The agency said overall living conditions in North Korea don’t seem to have improved in the past decade with the average life expectancy remaining below the level in the early 1990s.

According to the report, the average North Korean man and woman had a life expectancy of 64.1 years and 71.0 years, respectively, in 2008. Comparable figures were 67.0 years and 74.1 years each in 1993.

About 70 percent of the population over 16 or 12.19 million people were engaged in economic activities, with 36.0 percent working in the agricultural sector. This was followed by 23.7 percent engaged in manufacturing and 20.3 percent in public service areas.

Despite a relatively high percentage of population engaged in economic activities, only 7.3 percent of people over 60 worked, a sign that most North Koreans retire early.

Of the population, 60.6 percent lived in cities in 2008, up from just 40.6 percent in 1960, with the average man and woman getting married at 29.0 years and 25.5 years each.

Despite more people living in urban areas, coal and wood remained the main sources of heating, the report said.

Here is the Statistics Korea web page.  If anyone can provide a link to the original report, I would appreciate it.

The DPRK conducted censuses in 1993 and 2008 with funding from the UN.  Information on the 2008 census can be found here and here.

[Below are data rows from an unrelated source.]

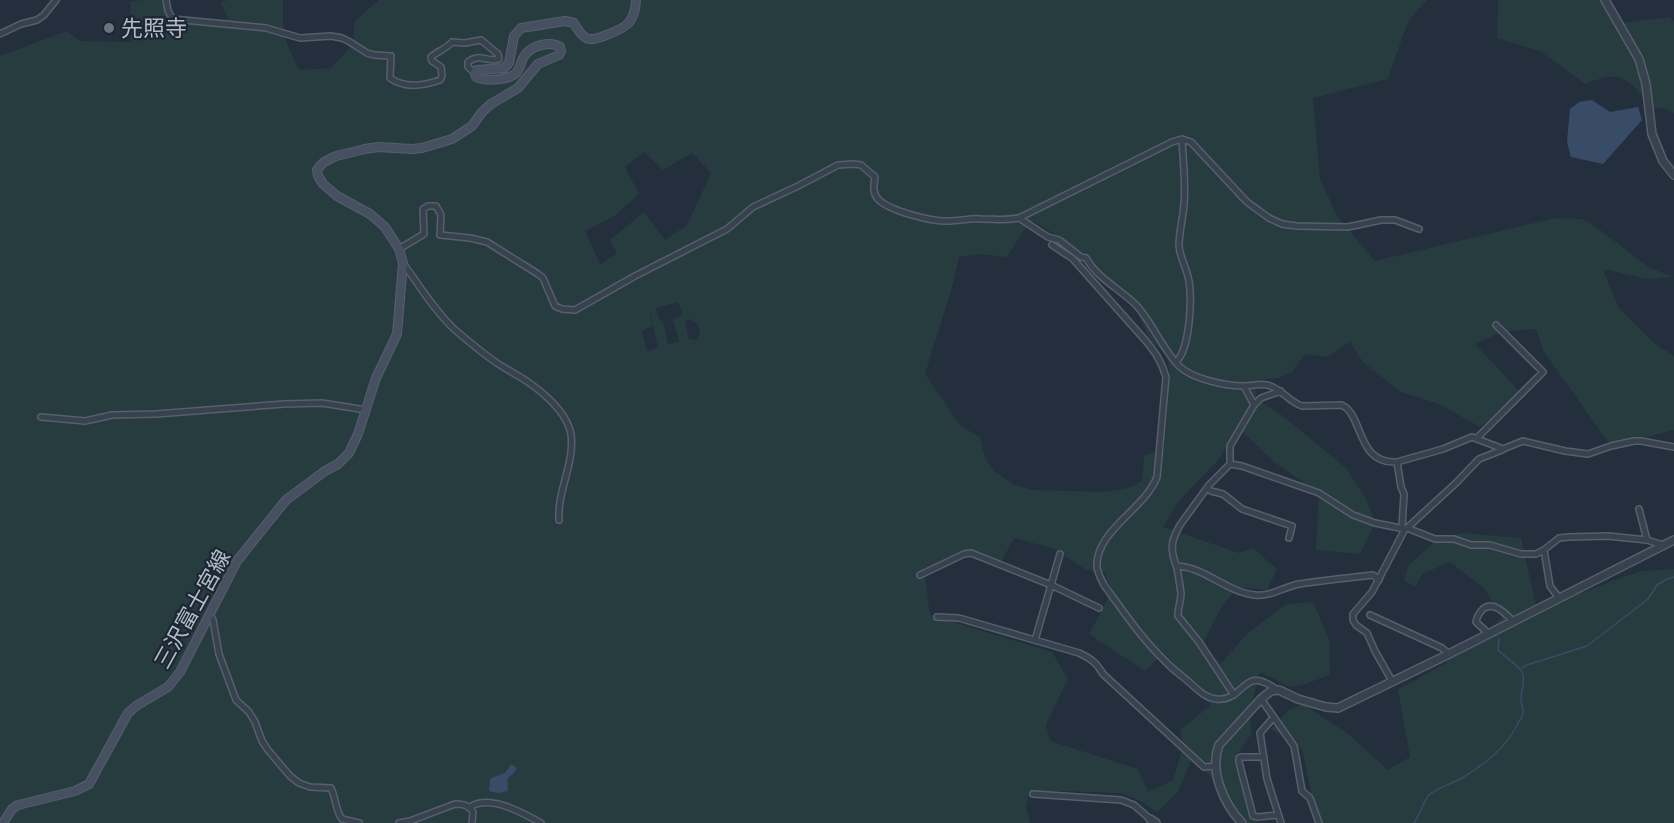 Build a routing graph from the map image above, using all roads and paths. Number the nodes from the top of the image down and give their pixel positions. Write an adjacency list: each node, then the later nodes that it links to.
1 (56, 0): 5 (street)
2 (166, 0): 6 (street)
3 (636, 0): 6 (main road)
4 (1605, 0): 8 (street)
5 (0, 33)
6 (475, 73): 12 (main road, 三沢富士宮線)
7 (1182, 139): 9 (street); 10 (street); 15 (street)
8 (1674, 175)
9 (1018, 218): 12 (street); 15 (street)
10 (1419, 229)
11 (1052, 245): 51 (street)
12 (399, 249): 13 (main road, 三沢富士宮線)
13 (404, 263): 19 (main road, 三沢富士宮線); 28 (street)
14 (1496, 325): 21 (street)
15 (1176, 362): 16 (street)
16 (1244, 386): 17 (street); 18 (street)
17 (1281, 392): 18 (street); 24 (street)
18 (1254, 405): 25 (street)
19 (366, 410): 20 (street); 42 (main road, 三沢富士宮線)
20 (41, 417)
21 (1477, 438): 23 (street); 24 (street)
22 (1674, 447): 23 (street)
23 (1503, 449): 29 (street)
24 (1397, 462): 29 (street)
25 (1230, 464): 26 (street); 29 (street)
26 (1207, 488): 30 (street); 36 (street)
27 (1640, 509): 31 (street)
28 (559, 520)
29 (1405, 528): 34 (street); 38 (street)
30 (1289, 538)
31 (1647, 540): 33 (street); 34 (street)
32 (1674, 540): 33 (street)
33 (1663, 545): 40 (street)
34 (1544, 550): 40 (street)
35 (1060, 554): 39 (street)
36 (1177, 566): 38 (street); 51 (street)
37 (920, 575): 39 (street)
38 (1379, 580): 49 (street)
39 (1051, 585): 41 (street); 47 (street)
40 (1559, 598): 45 (street)
41 (1099, 608)
42 (210, 614): 60 (main road, 三沢富士宮線); 61 (street)
43 (1370, 615): 48 (street)
44 (937, 618): 47 (street)
45 (1513, 621): 46 (street); 46 (street)
46 (1489, 634): 48 (street)
47 (1035, 640): 55 (street)
48 (1449, 654): 49 (street)
49 (1392, 681): 50 (street)
50 (1277, 690): 51 (street); 52 (street)
51 (1234, 695)
52 (1261, 699): 53 (street); 55 (street)
53 (1274, 717): 54 (street); 67 (street)
54 (1264, 757): 58 (street); 58 (street)
55 (1216, 766): 65 (street)
56 (1033, 794): 59 (street)
57 (470, 807): 62 (street); 63 (street); 64 (street)
58 (1278, 815): 66 (street)
59 (1153, 821)
60 (3, 823)
61 (360, 823)
62 (399, 823)
63 (472, 823)
64 (541, 823)
65 (1242, 823)
66 (1281, 823)
67 (1319, 823) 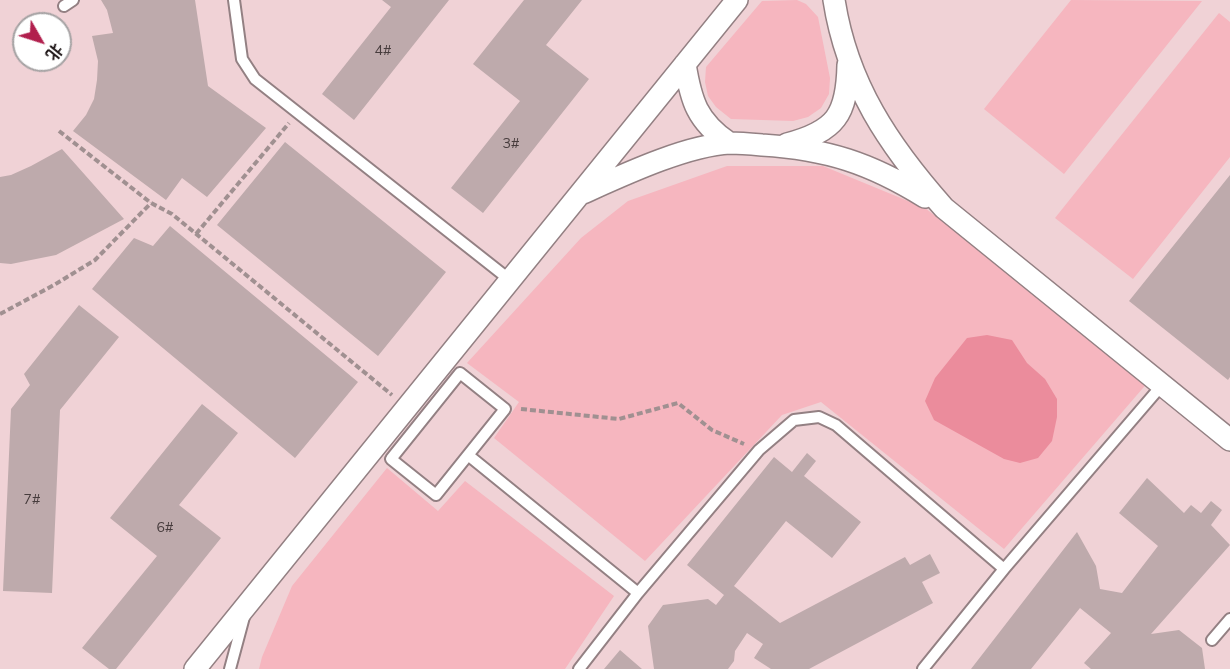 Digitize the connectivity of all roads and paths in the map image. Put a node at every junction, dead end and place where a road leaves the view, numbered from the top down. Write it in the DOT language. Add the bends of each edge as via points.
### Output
graph roads {
  1 [pos="234,0"];
  2 [pos="737,0"];
  3 [pos="831,4"];
  4 [pos="848,58"];
  5 [pos="685,63"];
  6 [pos="299,111"];
  7 [pos="59,131"];
  8 [pos="729,143"];
  9 [pos="778,146"];
  10 [pos="578,196"];
  11 [pos="151,203"];
  12 [pos="944,208"];
  13 [pos="196,234"];
  14 [pos="510,280"];
  15 [pos="0,314"];
  16 [pos="1162,385"];
  17 [pos="505,409"];
  18 [pos="415,413"];
  19 [pos="1230,440"];
  20 [pos="759,450"];
  21 [pos="468,455"];
  22 [pos="1004,569"];
  23 [pos="638,592"];
  24 [pos="248,604"];
  25 [pos="1230,619"];
  26 [pos="1212,640"];
  27 [pos="195,669"];
  28 [pos="230,669"];
  29 [pos="579,669"];
  30 [pos="922,669"];
  1 -- 6 [label="lane" via="244,63 260,83"];
  2 -- 5 [label="street"];
  3 -- 4 [label="street"];
  4 -- 9 [label="street" via="848,87 839,114 814,135"];
  4 -- 12 [label="street" via="881,127"];
  5 -- 8 [label="street" via="690,93 699,114"];
  5 -- 10 [label="street"];
  6 -- 13 [label="path"];
  6 -- 14 [label="lane"];
  7 -- 11 [label="path"];
  8 -- 9 [label="street"];
  8 -- 10 [label="street" via="670,158"];
  9 -- 12 [label="street" via="857,161"];
  10 -- 14 [label="street"];
  11 -- 13 [label="path"];
  11 -- 15 [label="path" via="95,260"];
  12 -- 16 [label="street"];
  13 -- 18 [label="path"];
  14 -- 18 [label="street"];
  16 -- 19 [label="street"];
  16 -- 22 [label="lane"];
  17 -- 18 [label="lane" via="460,373"];
  17 -- 20 [label="path" via="619,418 678,403 712,430"];
  17 -- 21 [label="lane"];
  18 -- 21 [label="lane" via="391,459 436,495"];
  18 -- 24 [label="street"];
  20 -- 22 [label="lane" via="794,420 819,417 836,425"];
  20 -- 23 [label="lane"];
  21 -- 23 [label="lane"];
  22 -- 30 [label="lane"];
  23 -- 29 [label="lane"];
  24 -- 27 [label="street"];
  24 -- 28 [label="lane"];
  25 -- 26 [label="lane"];
}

One Response to “Statistics Korea: DPRK population tops 24.1m in 2010”

  1. Homer Williams says:

    Can anyone explain why the age distribution in the 2008 census shows no obvious mortality in age groups most vulnerable in the 1995-2000 famine period, i.e., those born during those years? Even assuming a mortality of only 600,000, the age distribution should show markedly smaller numbers for these ages. This doesn’t seem to be the case. Is it possible the age distribution, as opposed to the total count, was manipulated?